Größter und wohl auch einziger Kritikpunkt ist, dass sich die Hits vor allem ganz am Anfang und am Ende der Scheibe befinden und dazwischen schon mal einiges recht ähnlich klingt. Wer mit okkultem Rock außerdem noch nie etwas anfangen konnte, der wird vermutlich auch von LUCIFER nicht bekehrt werden.
Nicht direkt schlecht, aber eher so Hintergrund-Lala. Könnte in ’ner Bar laufen, da es bei Gesprächen nicht stört. Wenn mir nach sowas ist, bleib‘ ich bei GHOST..

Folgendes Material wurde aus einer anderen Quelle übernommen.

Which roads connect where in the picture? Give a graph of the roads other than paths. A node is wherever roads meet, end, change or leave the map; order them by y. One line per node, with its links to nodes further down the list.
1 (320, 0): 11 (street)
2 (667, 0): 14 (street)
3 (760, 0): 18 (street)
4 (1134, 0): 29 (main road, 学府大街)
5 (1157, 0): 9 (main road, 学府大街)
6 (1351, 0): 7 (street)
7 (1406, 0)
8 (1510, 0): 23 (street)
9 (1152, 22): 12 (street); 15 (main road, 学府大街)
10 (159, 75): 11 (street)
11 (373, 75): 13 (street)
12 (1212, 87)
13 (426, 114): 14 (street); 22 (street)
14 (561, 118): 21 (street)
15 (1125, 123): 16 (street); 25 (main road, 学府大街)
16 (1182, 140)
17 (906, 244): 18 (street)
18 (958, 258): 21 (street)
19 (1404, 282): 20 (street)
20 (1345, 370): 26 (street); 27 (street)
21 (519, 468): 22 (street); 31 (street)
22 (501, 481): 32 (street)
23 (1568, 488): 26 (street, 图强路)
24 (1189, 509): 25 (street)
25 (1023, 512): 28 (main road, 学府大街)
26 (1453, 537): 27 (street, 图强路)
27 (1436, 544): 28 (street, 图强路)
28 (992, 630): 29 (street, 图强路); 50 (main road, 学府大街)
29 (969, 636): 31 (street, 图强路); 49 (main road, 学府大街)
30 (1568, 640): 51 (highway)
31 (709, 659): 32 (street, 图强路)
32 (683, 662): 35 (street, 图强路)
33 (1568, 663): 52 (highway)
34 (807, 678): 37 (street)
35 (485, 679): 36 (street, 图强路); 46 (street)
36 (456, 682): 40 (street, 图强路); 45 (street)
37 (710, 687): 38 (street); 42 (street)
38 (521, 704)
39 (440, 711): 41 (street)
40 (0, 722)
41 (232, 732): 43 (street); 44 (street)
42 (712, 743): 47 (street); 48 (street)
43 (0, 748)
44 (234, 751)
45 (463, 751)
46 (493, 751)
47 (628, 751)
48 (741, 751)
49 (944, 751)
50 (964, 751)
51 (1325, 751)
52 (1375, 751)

Geht’s mir ähnlich damit. Nicht schlecht, kann man hören, aber wenn schon bewusst, dann doch lieber anderes.
Ghost geht natürlich in der Richtung immer.
Sehr gutes Album. Die Songs sind ausdrucksstark. Keine esoterischen Abschweifungen. Zur Weltmacht gehören dann aber doch noch eingängigere Songs mit einprägsameren Melodie- oder Gesangsparts. Wobei wir hier schon auf einem perfekten Songwriting-Niveau sind. Keine Experimente, dann aber sind leider doch die Songstrukturen vorhersehbar. Wie das halt so ist bei kommerzieller Chartmucke die nur auf maximaler Audienz-Reichweite und Kohle-Schöffeln ausgelegt ist. Ist hier allerdings nicht der Fall.